Nur mal so als Anmerkung: Betten hinstellen reicht nicht, wir sind da nicht im Notaufnahmelager oder der Flüchtlingsunterkunft. Da müssen auch Ärzte, Pflegepersonal, Geräte rund um das Bett. Die lassen sich aber nicht von heute auf morgen schnitzen.
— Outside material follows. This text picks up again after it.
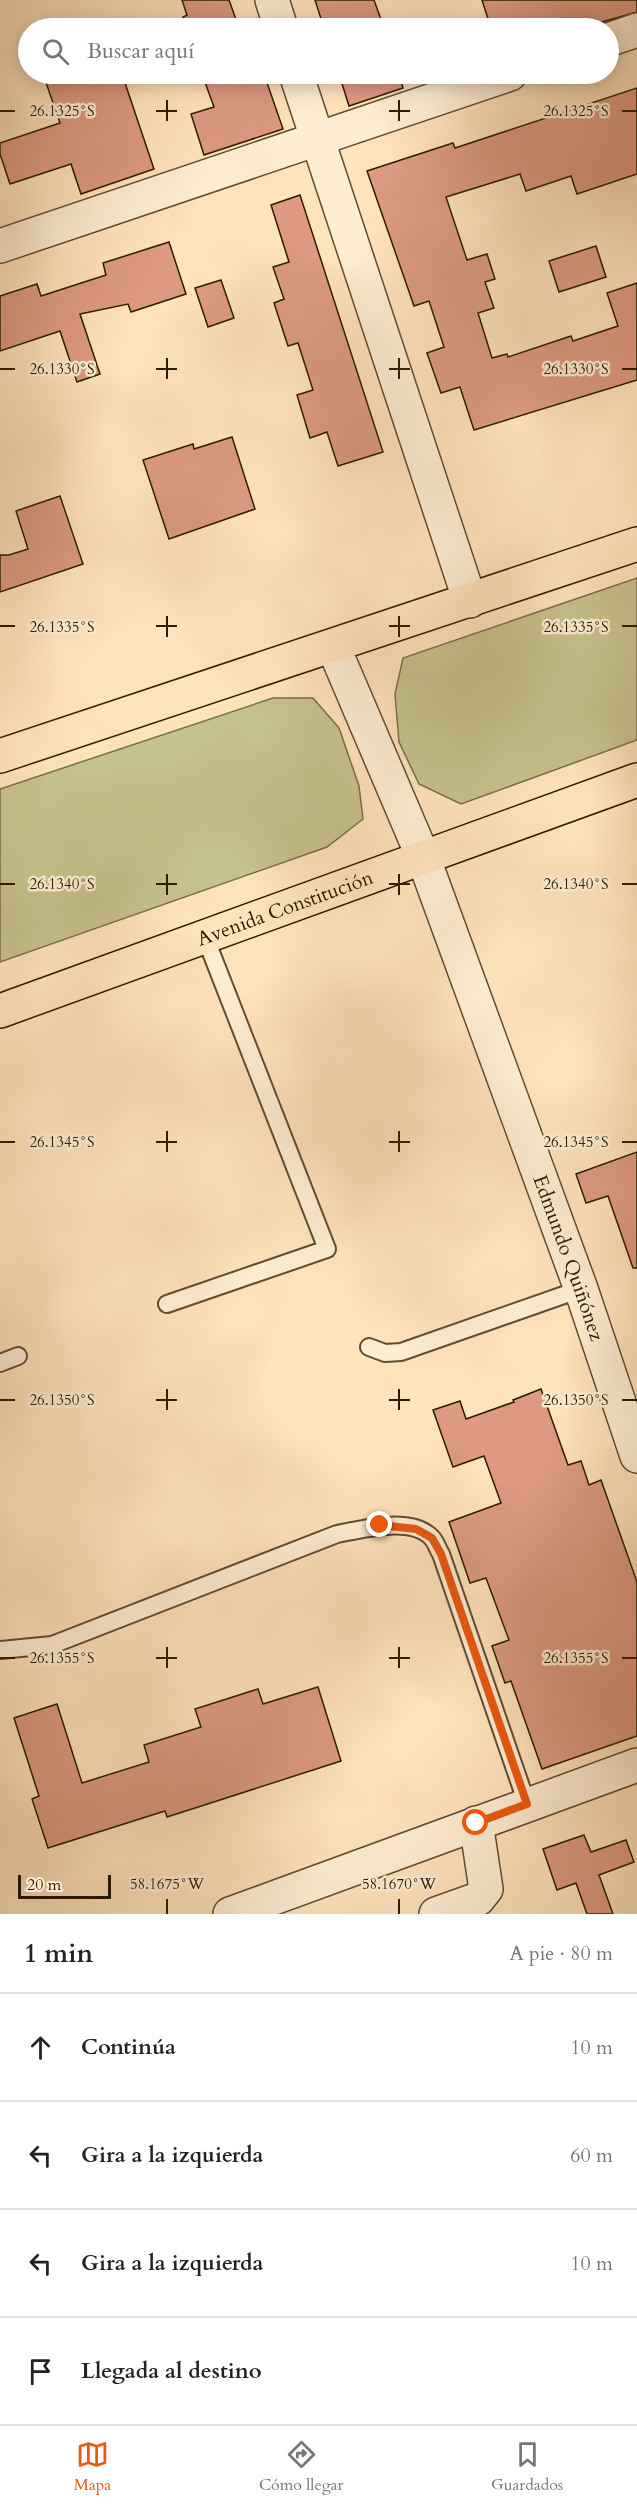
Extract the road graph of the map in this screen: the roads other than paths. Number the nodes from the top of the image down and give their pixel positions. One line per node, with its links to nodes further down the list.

Apropos: Augstein war doch immer so für Frauenförderung. Ich bin ja mal in Hamburg bei der Netzwerk-Recherche-Konferenz bezüglich der Frauenförderung im Journalismus mit ihm zusammengerasselt. Während die Zahl der Medizinabsolventen konstant ist, ist die Zahl der Absolventen, die danach ins Ausland zurückgehen, mit der Migrantenquote gestiegen, und die Zahl derer, die ihren Beruf nie ausüben oder nur halbtags tätig sind, mit der Frauenquote. Ich war hier mal in Berlin bei einer sehr guten Zahnärztin, die dann auf einmal einfach weg war. Mutterschaftsurlaub. Als ich neulich nachgefragt habe, ob sie jetzt nicht nach Jahren irgendwann wiederkommt, hieß es in der Praxis, das werde wohl nichts mehr, die habe da ein größeres Projekt draus gemacht und werde auf absehbare Zeit nicht mehr aus dem Mutterzustand mehr zurückkommen. Es sei ihr herzlichst gegönnt, sie war sehr nett und sehr gut, ich gönne ihr einfach alles, aber der Studienplatz war dann doch mehr oder weniger vergeudet. Hätte ein Mann studiert, hätte der Steuerzahler daraus mehr Behandlungsstunden gewonnen.

Und derselbe Frauenförderheini kommt nun daher und meint, man müsse doch mal ad hoc die Zahl der Intensivstationbetten drastisch erhöhen.

Ich war mal vor 30 Jahren schwer, drastisch lebensgefährlich krank, und habe damals auch ein bis zwei Tage auf der Intensivstation gelegen. Das macht mich nicht zum Fachmann, zumal die mir damals eine Ladung „Alles gut” in den Tropf gemischt hatten. Aber ich habe so eine ungefähre Erinnerung, wie aufwendig das war, wieviel Technik und wieviele Leute da waren, um sich um mich zu kümmern. Die hieß nicht umsonst „Intensivstation”.

Und der meint nun, die könnte man mal eben so drastisch erhöhen? Wie die Flüchtlingsaufnahme, IKEA-Betten im Flughafen-Hangar?

Naja, die Chinesen haben sowas in der Art sogar hinbekommen, aber wir sind eben nicht China.

Das Schöne an einer echten Krise und der damit einhergehenden, nicht branchenüblichen Realitätskontakte ist, dass man da mal so richtig gut sieht, wer was in der Birne hat und wer Dummschwätzer ist.

Die sind auch gut:

Es heißt zwar, das sei Satire der „Partei”, aber erstens ist unsere Politik von Satire nur noch dann zu unterscheiden, wenn sie schlimmer ist, als die Satire sein könnte, und zweitens beschreibt das gewisse Bevölkerungsteile sehr gut, man vergleiche Augstein.

Irgendwie haben wir uns da so einem sozial-moral-Brei gekocht, der nicht mehr in der Lage ist, die Realität wahrzunehmen.